Calculate the molar solubility of nickel (II) hydroxide in 0.100 M sodium hydroxide
The solubility product of nickel (II) hydroxide at 25°C is 1.6 x 10-16.
Ni(OH)2 <=> Ni2+ + 2OH–
0.10/Ksp= 0.10/1.6 E-16
= 6.25 E14 > 500
Ksp = [Ni2+][OH-]2 = 1.6 x 10-16
Listen fellas,,, a gr8 chemist once said: "whats in the water?"
It looks like you were on the right track with your calculations. However, there seems to be a minor error in your calculation of 0.10/Ksp.
To calculate the molar solubility of nickel (II) hydroxide (Ni(OH)2) in 0.100 M sodium hydroxide (NaOH), you can use the following steps:
1. Start with the solubility product expression: Ksp = [Ni2+][OH-]^2 = 1.6 x 10^-16.
2. Since sodium hydroxide is a strong base, we can assume that it completely dissociates in water to form hydroxide ions (OH-). Therefore, the concentration of OH- ions in the solution is equal to the concentration of sodium hydroxide, which is 0.100 M.
3. Let's represent the molar solubility of Ni(OH)2 as "x". Since Ni(OH)2 dissociates to form Ni^2+ and 2OH- ions, the concentration of Ni^2+ ions is also "x" (since the stoichiometric ratio is 1:1).
4. Substitute the values into the solubility product expression:
Ksp = [Ni2+][OH-]^2 = (x)(2x)^2 = 1.6 x 10^-16.

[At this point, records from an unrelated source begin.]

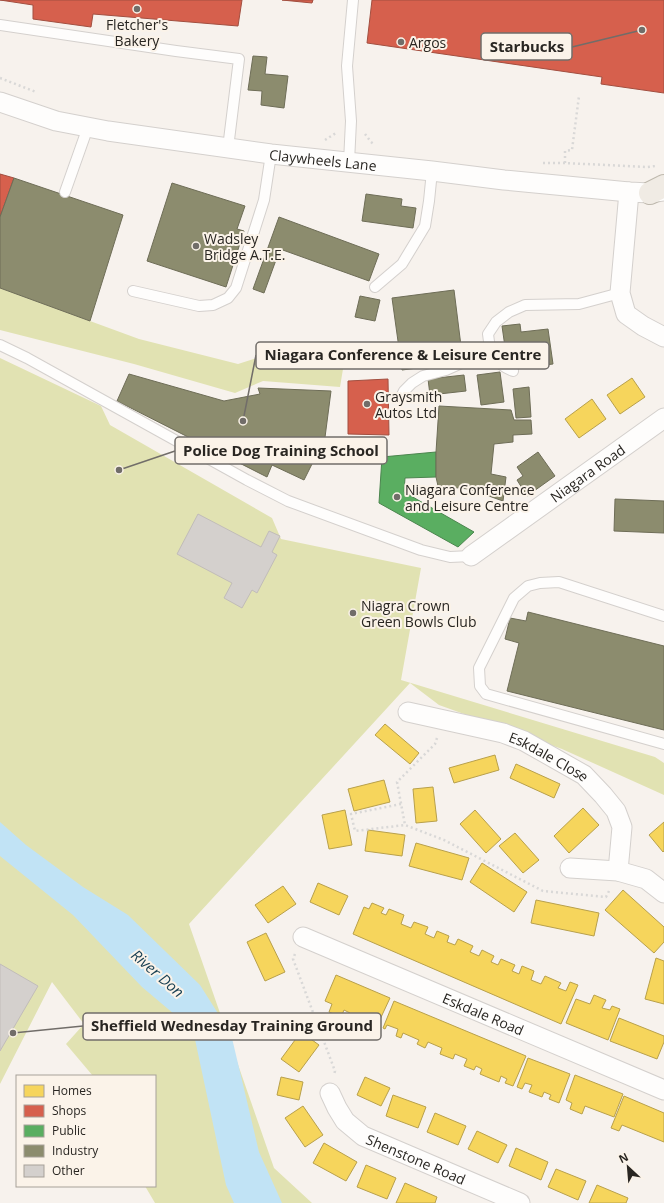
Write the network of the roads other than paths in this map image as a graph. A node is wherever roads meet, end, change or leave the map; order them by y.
1 (353, 0) edge
2 (0, 26) edge
3 (0, 102) edge
4 (88, 127) junction
5 (228, 148) junction
6 (271, 154) junction
7 (349, 162) junction
8 (432, 171) junction
9 (64, 192) dead end
10 (629, 192) junction
11 (661, 192) edge
12 (375, 287) dead end
13 (133, 291) dead end
14 (620, 293) junction
15 (664, 337) edge
16 (0, 346) edge
17 (491, 350) junction
18 (513, 371) dead end
19 (402, 397) dead end
20 (664, 418) edge
21 (471, 556) joint
22 (664, 616) edge
23 (408, 712) dead end
24 (664, 744) edge
25 (570, 868) dead end
26 (618, 871) junction
27 (664, 892) edge
28 (303, 937) road end
29 (664, 1090) edge
30 (330, 1093) road end
31 (520, 1203) edge

1 - 7 lane
2 - 5 lane
3 - 4 street, Claywheels Lane
4 - 5 street, Claywheels Lane
4 - 9 lane
5 - 6 street, Claywheels Lane
6 - 7 street, Claywheels Lane
6 - 13 lane
7 - 8 street, Claywheels Lane
8 - 10 street, Claywheels Lane
8 - 12 lane
10 - 11 street, Claywheels Lane
10 - 14 street
14 - 15 street
14 - 17 lane
16 - 21 lane
17 - 18 lane
17 - 19 lane
20 - 21 street, Niagara Road
22 - 24 lane
23 - 26 street, Eskdale Close
25 - 26 street
26 - 27 street
28 - 29 street, Eskdale Road
30 - 31 street, Shenstone Road

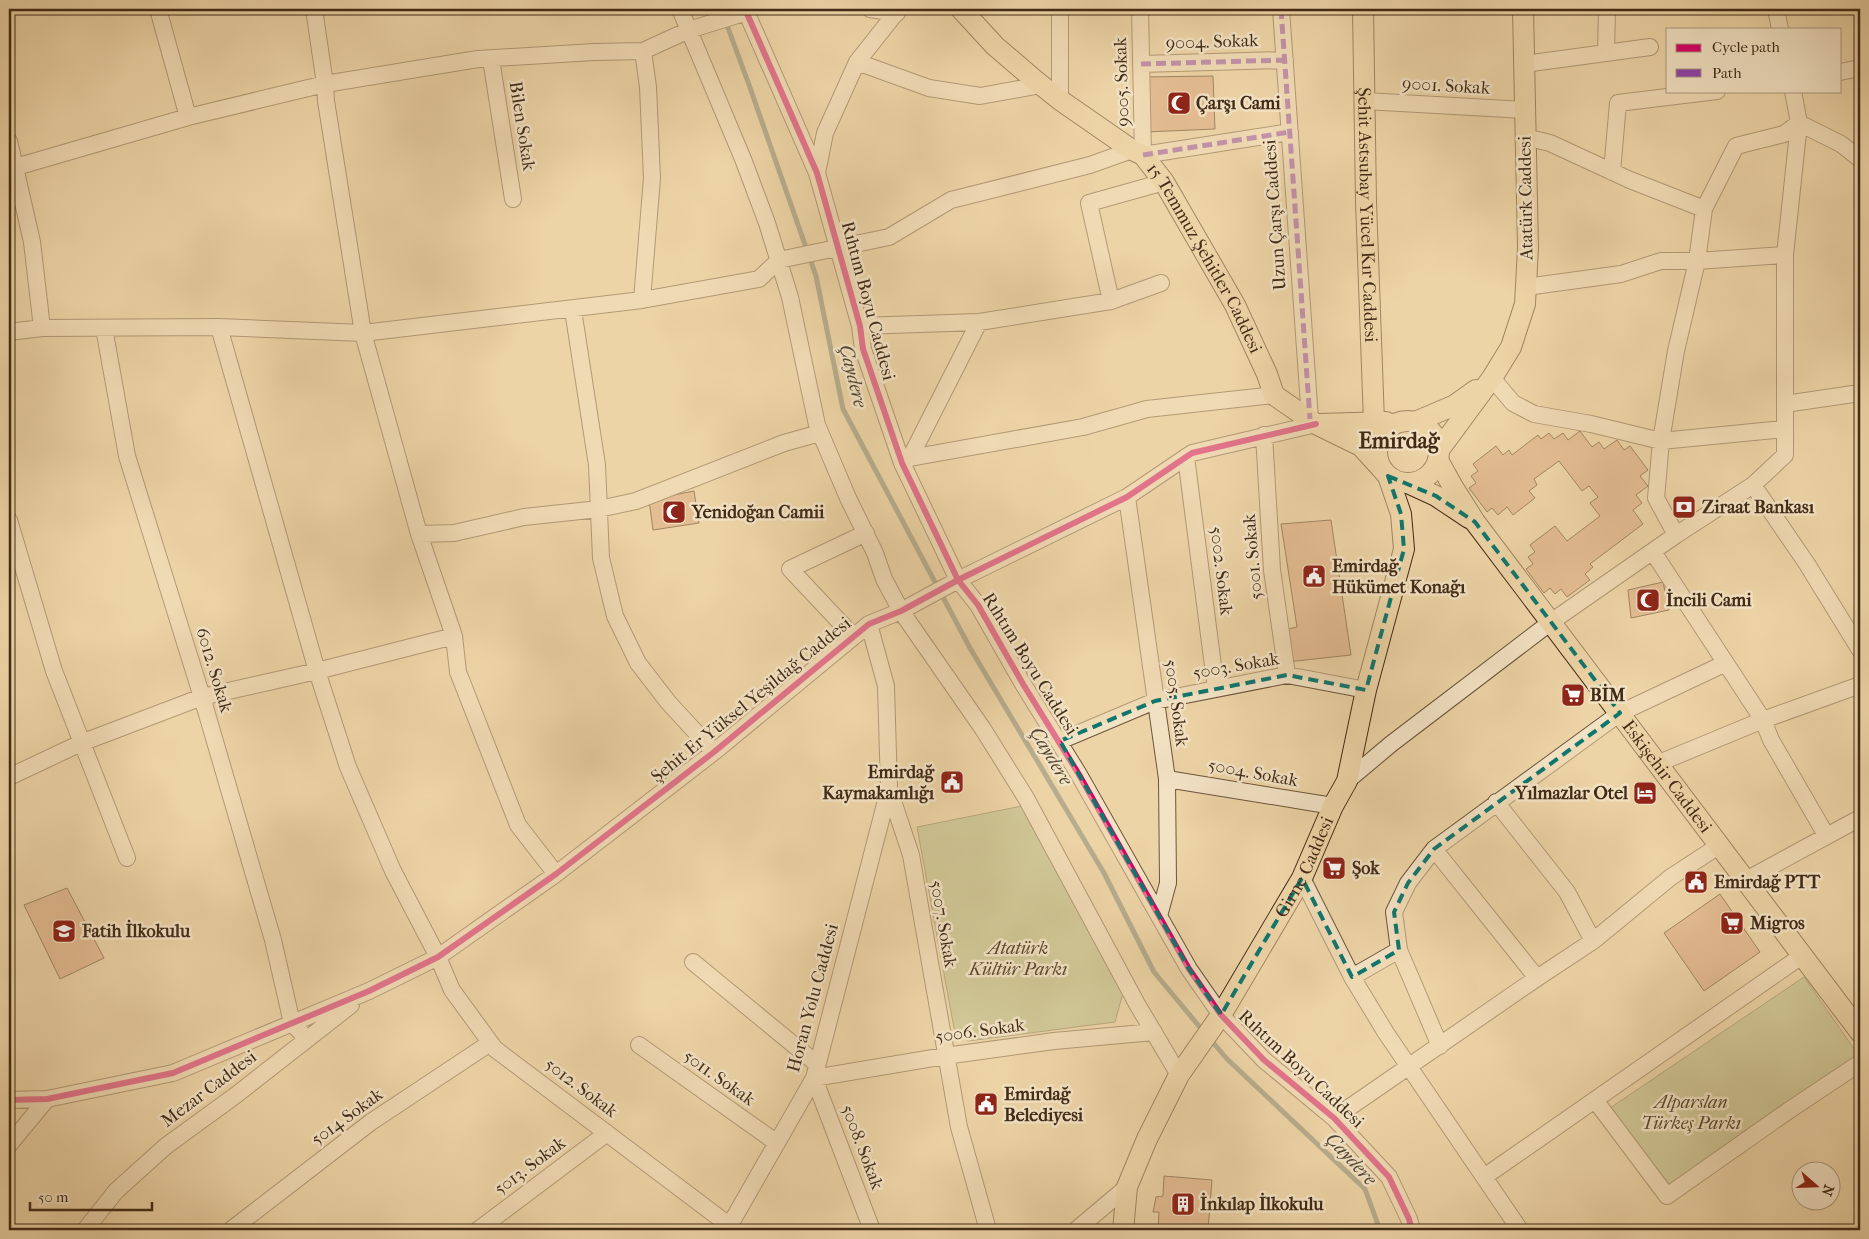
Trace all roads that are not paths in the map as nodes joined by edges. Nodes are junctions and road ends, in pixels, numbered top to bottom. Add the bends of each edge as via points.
1 (158, 9) edge
2 (314, 9) edge
3 (680, 9) edge
4 (870, 9) edge
5 (961, 9) edge
6 (1060, 9) edge
7 (1140, 9) edge
8 (1281, 9) edge
9 (1364, 9) edge
10 (1523, 9) edge
11 (1607, 9) edge
12 (1776, 9) edge
13 (746, 11) edge
14 (898, 11) edge
15 (1780, 28) edge
16 (689, 30) junction
17 (1650, 47) dead end
18 (643, 51) junction
19 (1606, 53) junction
20 (491, 59) junction
21 (1285, 60) junction
22 (857, 62) junction
23 (1141, 64) junction
24 (1524, 64) junction
25 (1860, 68) edge
26 (1842, 72) edge
27 (325, 84) junction
28 (1041, 85) junction
29 (1709, 92) edge
30 (1793, 92) edge
31 (1060, 100) junction
32 (1365, 101) junction
33 (1525, 110) junction
34 (188, 117) junction
35 (1799, 123) junction
36 (1290, 132) junction
37 (1525, 136) junction
38 (9, 141) edge
39 (1138, 152) junction
40 (1860, 159) edge
41 (12, 168) edge
42 (1612, 172) junction
43 (817, 173) junction
44 (1164, 182) junction
45 (513, 199) dead end
46 (1704, 210) junction
47 (839, 246) junction
48 (1785, 255) junction
49 (779, 260) junction
50 (1697, 261) junction
51 (1161, 283) dead end
52 (1526, 287) junction
53 (642, 300) junction
54 (1111, 301) junction
55 (573, 310) junction
56 (979, 322) junction
57 (860, 326) junction
58 (219, 327) junction
59 (42, 328) junction
60 (104, 328) junction
61 (9, 332) edge
62 (363, 333) junction
63 (1492, 378) junction
64 (1860, 393) edge
65 (1274, 395) junction
66 (1785, 404) junction
67 (1313, 421) junction
68 (1410, 421) junction
69 (1374, 422) junction
70 (1784, 428) junction
71 (820, 433) junction
72 (1264, 435) junction
73 (1662, 441) junction
74 (1438, 455) junction
75 (1186, 457) junction
76 (906, 460) junction
77 (1384, 472) junction
78 (1410, 484) junction
79 (1753, 485) junction
80 (1127, 497) junction
81 (599, 509) junction
82 (9, 520) edge
83 (1475, 522) junction
84 (419, 534) junction
85 (866, 534) junction
86 (1676, 535) junction
87 (1653, 552) junction
88 (958, 580) junction
89 (901, 610) junction
90 (1551, 622) junction
91 (869, 624) junction
92 (454, 636) junction
93 (853, 636) junction
94 (1860, 650) edge
95 (1726, 663) junction
96 (317, 671) junction
97 (1287, 675) junction
98 (1860, 685) edge
99 (1216, 689) junction
100 (1366, 690) junction
101 (202, 697) junction
102 (1155, 701) junction
103 (1620, 713) junction
104 (1763, 720) junction
105 (1060, 742) junction
106 (81, 743) junction
107 (714, 752) junction
108 (1659, 763) junction
109 (9, 777) edge
110 (1166, 779) junction
111 (1347, 781) junction
112 (889, 789) junction
113 (1496, 802) junction
114 (1333, 806) junction
115 (1860, 818) edge
116 (1826, 835) junction
117 (1720, 846) junction
118 (1434, 849) junction
119 (127, 858) dead end
120 (556, 874) junction
121 (1302, 878) junction
122 (1746, 880) junction
123 (1159, 916) junction
124 (1593, 941) junction
125 (1399, 950) junction
126 (1803, 955) junction
127 (438, 956) junction
128 (693, 962) dead end
129 (1352, 976) junction
130 (1537, 978) junction
131 (369, 991) junction
132 (1221, 1015) junction
133 (292, 1023) junction
134 (1154, 1032) junction
135 (1860, 1032) edge
136 (307, 1039) junction
137 (490, 1043) junction
138 (639, 1045) dead end
139 (1440, 1046) junction
140 (945, 1056) junction
141 (1860, 1063) edge
142 (1408, 1067) junction
143 (1183, 1068) junction
144 (816, 1071) junction
145 (47, 1099) junction
146 (9, 1100) edge
147 (1596, 1100) junction
148 (1334, 1118) junction
149 (607, 1133) junction
150 (777, 1143) junction
151 (9, 1145) edge
152 (1484, 1178) junction
153 (1127, 1187) junction
154 (728, 1228) edge
155 (232, 1229) dead end
156 (85, 1230) edge
157 (478, 1230) edge
158 (872, 1230) edge
159 (988, 1230) edge
160 (1076, 1230) edge
161 (1122, 1230) edge
162 (1412, 1230) edge
163 (1520, 1230) edge

1 - 34 street
2 - 27 street
3 - 16 street
4 - 14 street
5 - 28 main road, 15 Temmuz Şehitler Caddesi via 994,46
6 - 31 street
7 - 23 street, 9005. Sokak
8 - 21 street, Uzun Çarşı Caddesi
9 - 32 main road, Şehit Astsubay Yücel Kır Caddesi
10 - 24 main road, Atatürk Caddesi
11 - 19 street
12 - 15 street
13 - 16 street
13 - 43 street, Rıhtım Boyu Caddesi
14 - 22 street
16 - 18 street
16 - 49 street via 743,159
17 - 19 street
18 - 20 street
18 - 53 street via 652,178
19 - 24 street
20 - 27 street
20 - 45 street, Bilen Sokak
21 - 23 street, 9004. Sokak
21 - 36 street, Uzun Çarşı Caddesi
22 - 28 street via 929,88 980,96
22 - 43 street via 825,133
23 - 39 street, 9005. Sokak
24 - 33 main road, Atatürk Caddesi
25 - 26 street
27 - 34 street
27 - 62 street
28 - 31 main road, 15 Temmuz Şehitler Caddesi
29 - 42 street via 1618,103
30 - 35 street
31 - 39 main road, 15 Temmuz Şehitler Caddesi
32 - 33 street, 9001. Sokak
32 - 69 main road, Şehit Astsubay Yücel Kır Caddesi
33 - 37 main road, Atatürk Caddesi
34 - 41 street
35 - 40 street via 1841,144
35 - 46 street via 1784,134 1736,146
35 - 48 street
36 - 39 street
36 - 67 street, Uzun Çarşı Caddesi
37 - 42 street via 1550,142
37 - 52 main road, Atatürk Caddesi
38 - 41 street
39 - 44 main road, 15 Temmuz Şehitler Caddesi
39 - 47 street via 951,200 889,237
41 - 59 street via 32,242
42 - 46 street
43 - 47 street, Rıhtım Boyu Caddesi
44 - 54 street via 1089,203
44 - 65 main road, 15 Temmuz Şehitler Caddesi via 1235,305
46 - 50 street
47 - 49 street
47 - 57 street, Rıhtım Boyu Caddesi
48 - 50 street
48 - 66 street
49 - 53 street via 759,279
49 - 71 street
50 - 52 street via 1661,261 1621,274
50 - 73 street via 1676,351
51 - 54 street
52 - 63 main road, Atatürk Caddesi via 1525,304 1511,347
53 - 55 street
54 - 56 street
55 - 62 street
55 - 81 street via 597,465
56 - 57 street
56 - 76 street
57 - 76 street, Rıhtım Boyu Caddesi via 863,349
58 - 60 street
58 - 62 street
58 - 96 street, 5012. Sokak
59 - 60 street
59 - 61 street
60 - 101 street, 6012. Sokak via 127,456
62 - 84 street
63 - 68 main road, Atatürk Caddesi via 1456,405
63 - 73 street via 1513,403 1534,414
63 - 74 main road, Atatürk Caddesi
64 - 66 street
65 - 67 main road
65 - 76 street via 1147,409 1084,427
66 - 70 street
67 - 69 main road
67 - 72 street, Şehit Er Yüksel Yeşildağ Caddesi
67 - 77 main road via 1361,446
68 - 69 main road
68 - 74 main road via 1432,432 1437,440
68 - 77 main road via 1396,423 1382,435 1376,452
70 - 73 street
70 - 79 street via 1785,455
71 - 81 street via 784,443 636,501
71 - 85 street
72 - 75 street, Şehit Er Yüksel Yeşildağ Caddesi
72 - 97 street, 5001. Sokak via 1272,570
73 - 86 street via 1656,498
74 - 78 main road via 1428,476
74 - 83 main road, Eskişehir Caddesi
75 - 80 street, Şehit Er Yüksel Yeşildağ Caddesi
75 - 99 street, 5002. Sokak
76 - 88 street, Rıhtım Boyu Caddesi
77 - 78 main road
77 - 100 main road, Girne Caddesi via 1401,514 1404,549
78 - 83 main road, Eskişehir Caddesi via 1436,496
79 - 86 street
79 - 94 street
80 - 88 street, Şehit Er Yüksel Yeşildağ Caddesi
80 - 102 street, 5005. Sokak
81 - 84 street via 524,517 454,533
81 - 107 street via 602,558 615,616 638,663 668,702
82 - 106 street via 54,672
83 - 90 main road, Eskişehir Caddesi
84 - 92 street
85 - 89 street
85 - 93 street via 790,569
86 - 87 street
87 - 90 street
87 - 95 street
88 - 89 street, Şehit Er Yüksel Yeşildağ Caddesi
88 - 105 street, Rıhtım Boyu Caddesi via 978,605
89 - 91 street, Şehit Er Yüksel Yeşildağ Caddesi
89 - 134 street via 984,729 1026,798
90 - 103 main road, Eskişehir Caddesi
90 - 111 street
91 - 93 street, Şehit Er Yüksel Yeşildağ Caddesi
91 - 112 street, 5007. Sokak via 886,686
92 - 96 street
92 - 120 street via 458,672 518,825
93 - 107 street, Şehit Er Yüksel Yeşildağ Caddesi
95 - 103 street
95 - 104 street
96 - 101 street
96 - 127 street, 5012. Sokak via 348,766 393,871
97 - 99 street, 5003. Sokak
97 - 100 street, 5003. Sokak
98 - 104 street
99 - 102 street, 5003. Sokak
100 - 111 main road, Girne Caddesi
101 - 106 street
101 - 133 street, 6012. Sokak via 273,940
102 - 105 street, 5003. Sokak
102 - 110 street, 5005. Sokak
103 - 108 main road, Eskişehir Caddesi
103 - 113 street
104 - 108 street
104 - 116 street via 1771,740
105 - 123 street, Rıhtım Boyu Caddesi
106 - 109 street
106 - 119 street
107 - 120 street, Şehit Er Yüksel Yeşildağ Caddesi
108 - 117 main road, Eskişehir Caddesi
110 - 114 street, 5004. Sokak
110 - 123 street, 5005. Sokak via 1168,883
111 - 114 main road, Girne Caddesi
112 - 140 street, 5007. Sokak via 911,855
112 - 144 street, Horan Yolu Caddesi
113 - 118 street
113 - 124 street via 1567,892
114 - 121 main road, Girne Caddesi
115 - 116 street
116 - 122 street
117 - 122 main road, Eskişehir Caddesi
117 - 124 street via 1671,877
118 - 125 street via 1408,883 1394,912
118 - 130 street
120 - 127 street, Şehit Er Yüksel Yeşildağ Caddesi
121 - 129 street
121 - 132 main road, Girne Caddesi
122 - 126 main road, Eskişehir Caddesi
123 - 132 street, Rıhtım Boyu Caddesi via 1189,969
124 - 130 street
125 - 129 street
125 - 139 street
126 - 135 main road, Eskişehir Caddesi
126 - 147 street
127 - 131 street, Şehit Er Yüksel Yeşildağ Caddesi
127 - 137 street, 5012. Sokak via 452,990
128 - 144 street
129 - 142 street
130 - 139 street
131 - 133 street
131 - 136 street, Mezar Caddesi
132 - 143 main road, Girne Caddesi
132 - 148 street, Rıhtım Boyu Caddesi via 1264,1060
133 - 136 street
133 - 145 street via 173,1073
134 - 140 street, 5006. Sokak
134 - 143 street
136 - 156 street, Mezar Caddesi via 166,1146 116,1191
137 - 149 street, 5012. Sokak
137 - 155 street, 5014 Sokak via 371,1122
138 - 150 street, 5011. Sokak
139 - 142 street
140 - 144 street, 5006. Sokak
140 - 159 street, 5007. Sokak via 959,1127
141 - 147 street via 1667,1196
142 - 148 street
142 - 152 street
143 - 153 main road, Girne Caddesi
144 - 150 street, Horan Yolu Caddesi
144 - 158 street, 5008. Sokak
145 - 146 street
145 - 151 street
147 - 152 street
148 - 162 street, Rıhtım Boyu Caddesi via 1389,1178
149 - 154 street, 5012. Sokak
149 - 157 street, 5013. Sokak
150 - 154 street, Horan Yolu Caddesi
152 - 163 street
153 - 160 street
153 - 161 main road, Girne Caddesi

5. Simplify the expression:
4x^3 = 1.6 x 10^-16.
6. Solve for "x" by taking the cube root of both sides of the equation:
x = (1.6 x 10^-16 / 4)^(1/3) = (4 x 10^-17)^(1/3) = 0.1 x 10^-5 M.
7. Finally, convert the molar solubility to scientific notation:
x = 1.0 x 10^-6 M.
Therefore, the molar solubility of nickel (II) hydroxide in 0.100 M sodium hydroxide is 1.0 x 10^-6 M.